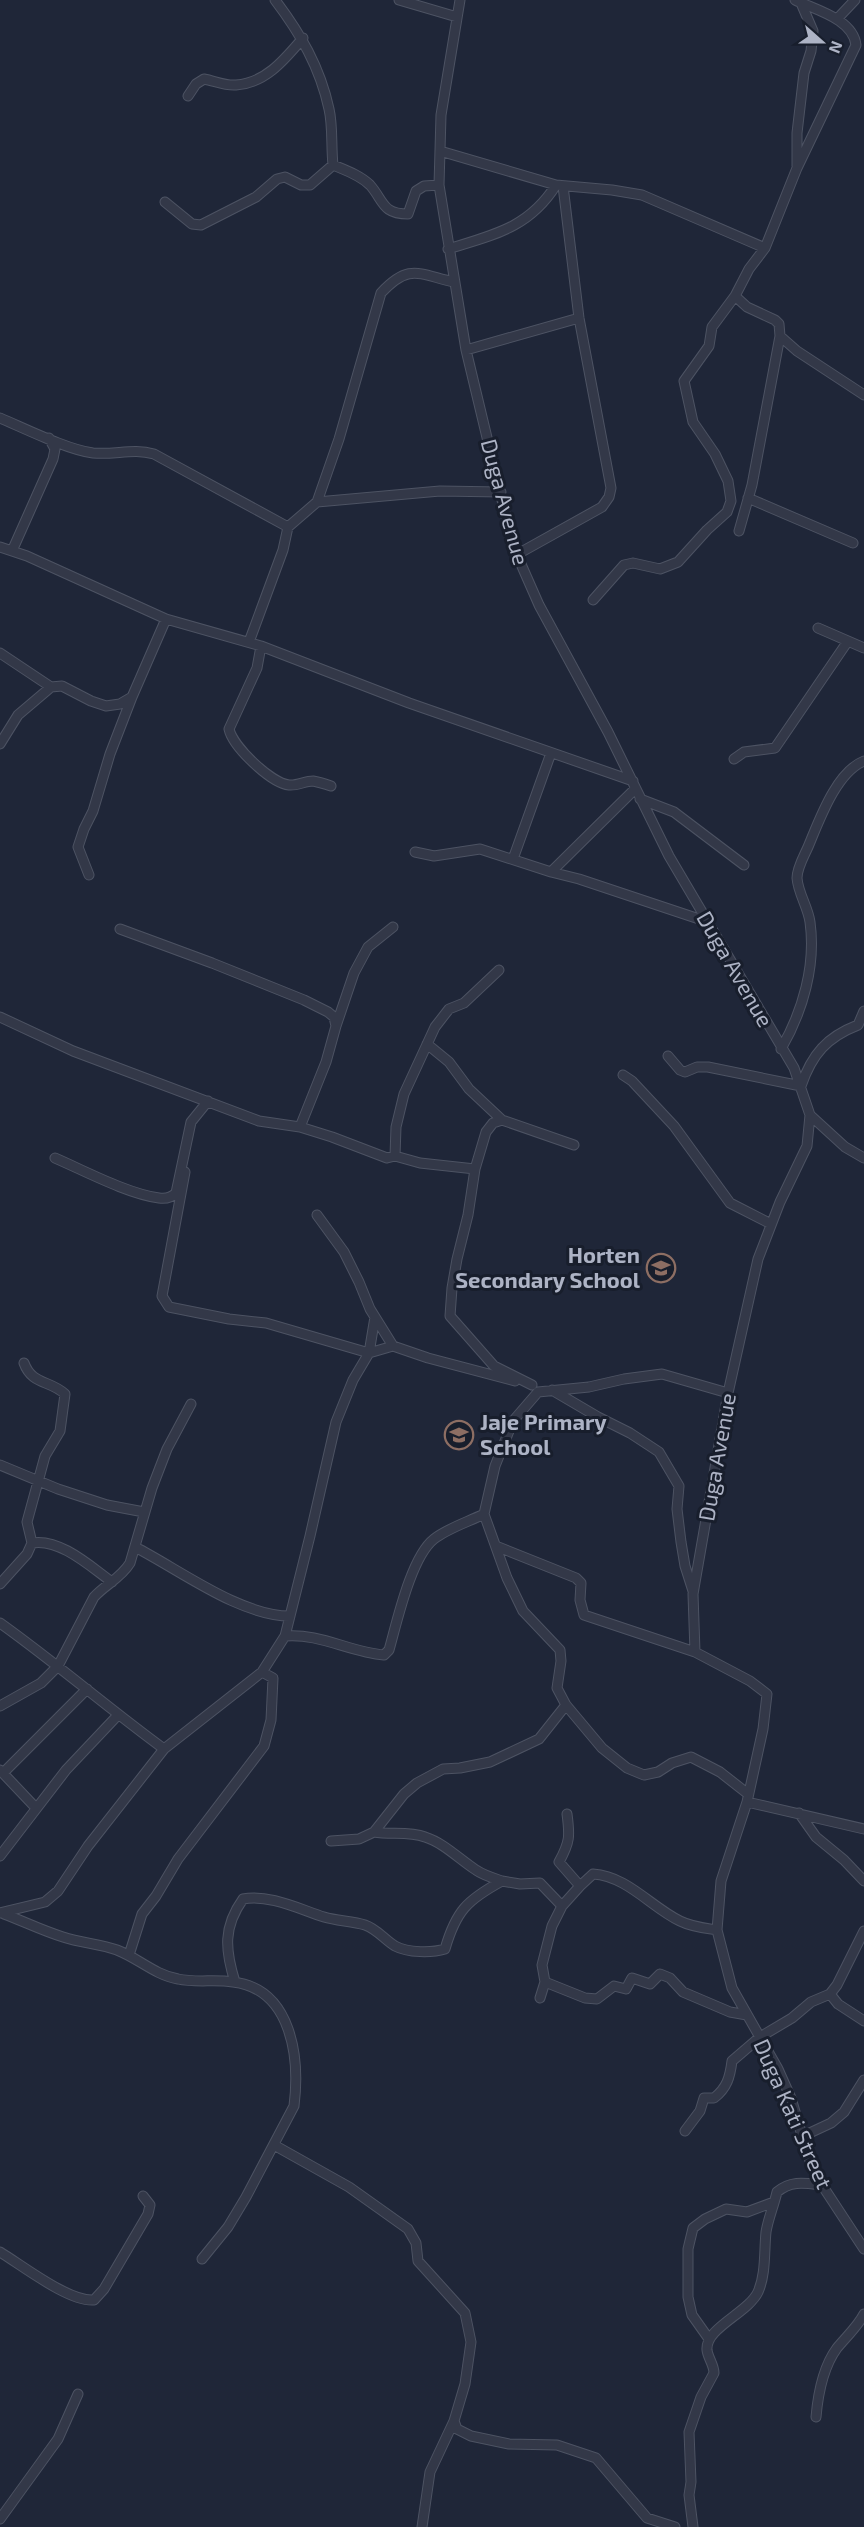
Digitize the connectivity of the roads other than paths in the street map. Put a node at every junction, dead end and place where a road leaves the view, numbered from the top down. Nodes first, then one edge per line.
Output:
1 (275, 0) edge
2 (399, 0) edge
3 (460, 0) edge
4 (855, 0) edge
5 (798, 1) edge
6 (457, 17) junction
7 (837, 20) junction
8 (303, 38) junction
9 (188, 96) dead end
10 (440, 151) junction
11 (333, 165) junction
12 (797, 168) junction
13 (439, 184) junction
14 (560, 186) junction
15 (165, 202) dead end
16 (765, 248) junction
17 (448, 249) junction
18 (454, 282) junction
19 (735, 296) junction
20 (579, 318) junction
21 (780, 336) junction
22 (466, 350) junction
23 (864, 395) edge
24 (0, 418) edge
25 (49, 438) junction
26 (501, 492) junction
27 (748, 498) junction
28 (317, 502) junction
29 (288, 527) junction
30 (739, 531) dead end
31 (853, 543) dead end
32 (0, 547) edge
33 (12, 551) junction
34 (516, 555) junction
35 (593, 600) dead end
36 (166, 619) junction
37 (818, 628) dead end
38 (848, 641) junction
39 (249, 642) junction
40 (261, 646) junction
41 (864, 648) edge
42 (0, 653) edge
43 (51, 687) junction
44 (132, 697) junction
45 (0, 744) edge
46 (551, 753) junction
47 (734, 759) dead end
48 (864, 761) edge
49 (634, 785) junction
50 (331, 786) dead end
51 (640, 799) junction
52 (416, 852) dead end
53 (513, 859) junction
54 (744, 865) dead end
55 (551, 872) junction
56 (89, 875) dead end
57 (708, 922) junction
58 (393, 927) dead end
59 (120, 929) dead end
60 (499, 970) dead end
61 (864, 1011) edge
62 (0, 1017) edge
63 (336, 1026) junction
64 (427, 1044) junction
65 (782, 1049) junction
66 (668, 1056) dead end
67 (622, 1076) dead end
68 (801, 1086) junction
69 (208, 1101) junction
70 (810, 1115) junction
71 (502, 1120) junction
72 (300, 1127) junction
73 (574, 1145) dead end
74 (395, 1156) junction
75 (55, 1158) dead end
76 (864, 1158) edge
77 (475, 1169) junction
78 (185, 1172) dead end
79 (317, 1215) dead end
80 (771, 1224) junction
81 (375, 1317) junction
82 (393, 1346) junction
83 (369, 1353) junction
84 (24, 1363) dead end
85 (535, 1389) junction
86 (552, 1390) junction
87 (728, 1393) junction
88 (191, 1404) dead end
89 (0, 1465) edge
90 (37, 1481) junction
91 (144, 1512) junction
92 (484, 1514) junction
93 (32, 1543) junction
94 (496, 1546) junction
95 (135, 1547) junction
96 (112, 1582) junction
97 (0, 1584) edge
98 (693, 1594) junction
99 (290, 1616) junction
100 (0, 1623) edge
101 (285, 1636) junction
102 (695, 1652) junction
103 (58, 1666) junction
104 (262, 1672) junction
105 (87, 1689) junction
106 (566, 1705) junction
107 (0, 1706) edge
108 (118, 1715) junction
109 (164, 1749) junction
110 (2, 1772) edge
111 (748, 1798) junction
112 (36, 1808) junction
113 (799, 1813) junction
114 (567, 1814) dead end
115 (864, 1829) edge
116 (374, 1832) junction
117 (331, 1841) dead end
118 (0, 1856) edge
119 (502, 1881) junction
120 (864, 1881) edge
121 (580, 1886) junction
122 (562, 1906) junction
123 (2, 1913) edge
124 (717, 1930) junction
125 (864, 1931) edge
126 (129, 1955) junction
127 (235, 1982) junction
128 (545, 1982) junction
129 (830, 1994) junction
130 (540, 1998) dead end
131 (747, 2015) junction
132 (864, 2021) edge
133 (760, 2037) junction
134 (864, 2080) edge
135 (685, 2131) dead end
136 (801, 2137) junction
137 (274, 2145) junction
138 (822, 2185) junction
139 (143, 2196) dead end
140 (774, 2202) junction
141 (864, 2249) edge
142 (0, 2252) edge
143 (202, 2259) dead end
144 (864, 2314) edge
145 (709, 2339) junction
146 (78, 2394) dead end
147 (816, 2417) dead end
148 (454, 2421) junction
149 (0, 2519) edge
150 (422, 2527) edge
151 (675, 2527) edge
152 (693, 2527) edge

1 - 8 street
2 - 6 street
3 - 6 street, Duga Avenue
4 - 7 street
5 - 7 street
5 - 12 street
6 - 10 street, Duga Avenue
7 - 12 street
8 - 9 street
8 - 11 street
10 - 13 street, Duga Avenue
10 - 14 street
11 - 13 street
11 - 15 street
12 - 16 street
13 - 17 street, Duga Avenue
14 - 16 street
14 - 17 street
14 - 20 street
16 - 19 street
17 - 18 street, Duga Avenue
18 - 22 street, Duga Avenue
18 - 28 street
19 - 21 street
19 - 35 street
20 - 22 street
20 - 34 street
21 - 23 street
21 - 27 street
22 - 26 street, Duga Avenue
24 - 25 street
25 - 29 street
25 - 33 street
26 - 28 street
26 - 34 street, Duga Avenue
27 - 30 street
27 - 31 street
28 - 29 street
29 - 39 street
32 - 33 street
33 - 36 street
34 - 49 street, Duga Avenue
36 - 39 street
36 - 44 street
37 - 38 street
38 - 41 street
38 - 47 street
39 - 40 street
40 - 46 street
40 - 50 street
42 - 43 street
43 - 44 street
43 - 45 street
44 - 56 street
46 - 49 street
46 - 53 street
48 - 65 street
49 - 51 street, Duga Avenue
49 - 55 street
51 - 54 street
51 - 57 street, Duga Avenue
52 - 53 street
53 - 55 street
55 - 57 street
57 - 65 street, Duga Avenue
58 - 63 street
59 - 63 street
60 - 64 street
61 - 68 street
62 - 69 street
63 - 72 street
64 - 71 street
64 - 74 street
65 - 68 street, Duga Avenue
66 - 68 street
67 - 80 street
68 - 70 street, Duga Avenue
69 - 72 street
69 - 75 street
70 - 76 street
70 - 80 street, Duga Avenue
71 - 73 street
71 - 77 street
72 - 74 street
74 - 77 street
77 - 85 street
78 - 83 street
79 - 81 street
80 - 87 street, Duga Avenue
81 - 82 street
81 - 83 street
82 - 83 street
82 - 85 street
83 - 99 street
84 - 90 street
85 - 86 street
85 - 92 street
86 - 87 street
86 - 98 street
87 - 98 street, Duga Avenue
88 - 91 street
89 - 90 street
90 - 91 street
90 - 93 street
91 - 95 street
92 - 94 street
92 - 101 street
93 - 96 street
93 - 97 street
94 - 102 street
94 - 106 street
95 - 96 street
95 - 99 street
96 - 103 street
98 - 102 street, Duga Avenue
99 - 101 street
100 - 103 street
101 - 104 street
102 - 111 street
103 - 105 street
103 - 107 street
104 - 109 street
104 - 126 street
105 - 108 street
105 - 110 street
106 - 111 street
106 - 116 street
108 - 109 street
108 - 112 street
109 - 123 street
110 - 112 street
111 - 113 street
111 - 124 street, Duga Kati Street
112 - 118 street
113 - 115 street
113 - 120 street
114 - 121 street
116 - 117 street
116 - 119 street
119 - 122 street
119 - 127 street
121 - 122 street
121 - 124 street
122 - 128 street
123 - 126 street
124 - 131 street, Duga Kati Street
125 - 129 street
126 - 127 street
127 - 137 street
128 - 130 street
128 - 131 street
129 - 132 street
129 - 133 street
131 - 133 street, Duga Kati Street
133 - 135 street
133 - 136 street, Duga Kati Street
134 - 136 street
136 - 138 street, Duga Kati Street
137 - 143 street
137 - 148 street
138 - 140 street
138 - 141 street, Duga Kati Street
139 - 142 street
140 - 145 street
140 - 145 street
144 - 147 street
145 - 152 street
146 - 149 street
148 - 150 street
148 - 151 street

┄┄┄┄┄┄┄┄┄┄

> **WHAT THE EXERCISE ASKS**:
Among the entries, find every line holding "Kati" and return it.

> **TASK OUTPUT**:
111 - 124 street, Duga Kati Street
124 - 131 street, Duga Kati Street
131 - 133 street, Duga Kati Street
133 - 136 street, Duga Kati Street
136 - 138 street, Duga Kati Street
138 - 141 street, Duga Kati Street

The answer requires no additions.